This Is What Inequality Looks Like
- Author: Teo You Yenn
- Language: English
- Subject: Sociology
- Publisher: Ethos Books
- Publication date: January 2018
- Publication place: Singapore
- Pages: 288
- Awards: Singapore Literature Prize Creative Nonfiction Shortlist
- ISBN: 978-981-14-3749-6
- Website: https://teoyouyenn.sg/this-is-what-inequality-looks-like/

= This Is What Inequality Looks Like =

Anthology of essays on inequality in Singapore

This is What Inequality Looks Like is an anthology of essays related to inequality in Singapore written by associate professor of sociology at the Nanyang Technological University, Teo You Yenn, drawing on interviews and experiences with low-income Singaporeans over the period of three years. It was published in January 2018.

== Background ==

Initially, Teo had wanted to write a book on poverty in Singapore, but as she conducted her research, she took note of the contrasts between the lives of low-income individuals and her own. Eventually, she decided to write the book to be about inequality. As research for the book, Teo interviewed over 200 individuals from families in low-income residential areas. These interviews spanned over three years, and in total she made 90 visits to the families, each lasting around three hours.

== Synopsis ==
This is What Inequality Looks Like is an ethnographic study of low-income individuals and families in Singapore. The book contains 12 essays, written as chapters. It recounts the experiences of both the poor in Singapore as well as social service workers who have interests in the poor. It also provides commentary on the experiences, challenging national narratives of the economy of Singapore, and puts forth policy suggestions to reduce the effect of inequality in a social democratic manner. In an appendix on the research methodology used, Teo stated that she avoided using surveys, interviews, and quantitative methods, choosing instead to rely on casual conversation.

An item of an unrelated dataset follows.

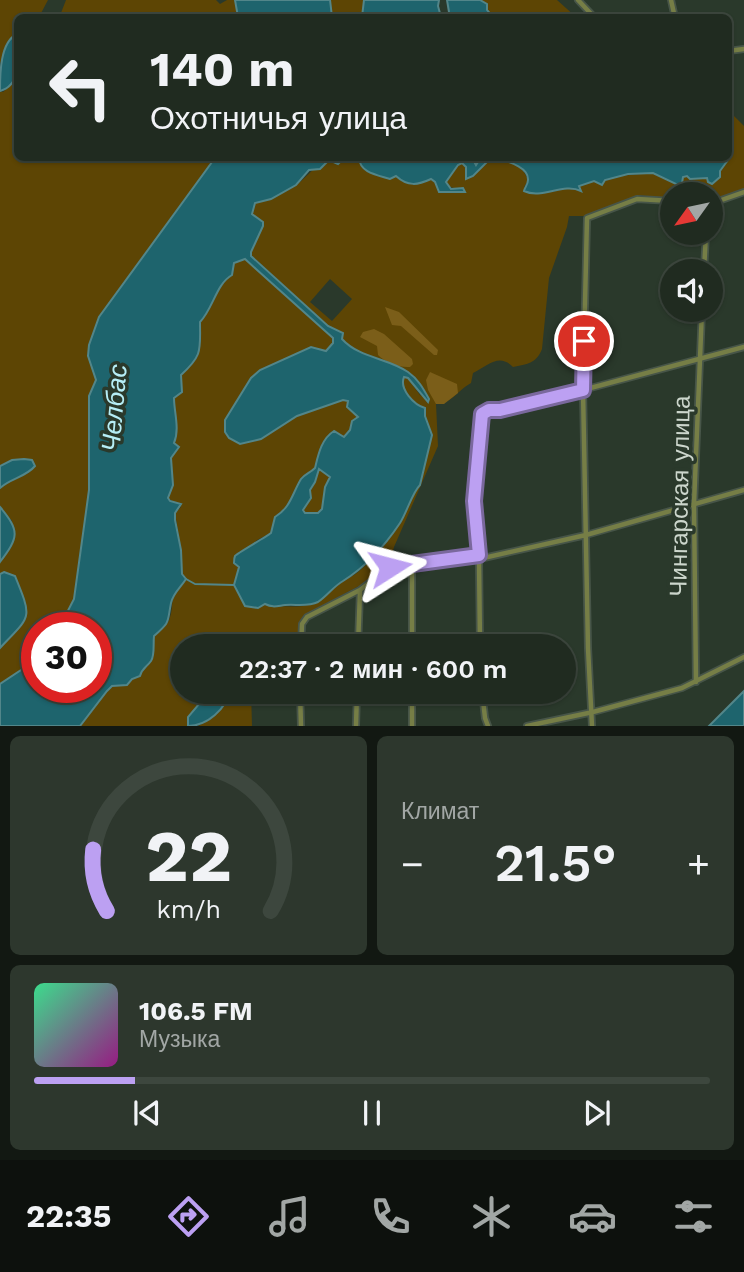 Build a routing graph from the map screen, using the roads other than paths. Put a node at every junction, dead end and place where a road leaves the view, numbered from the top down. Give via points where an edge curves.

== Reception and legacy ==

The book is a best seller in Singapore, selling over 20,000 copies and lasting 38 weeks on The Straits Times bestsellers list. It was referenced in Parliament by Nominated Member of Parliament Kuik Shiao-Yin in 2018. As a result of the book, Teo was nominated for The Straits Times Singaporean of the Year award. It was shortlisted for the 2020 Singapore Literature Prize Creative Nonfiction Award.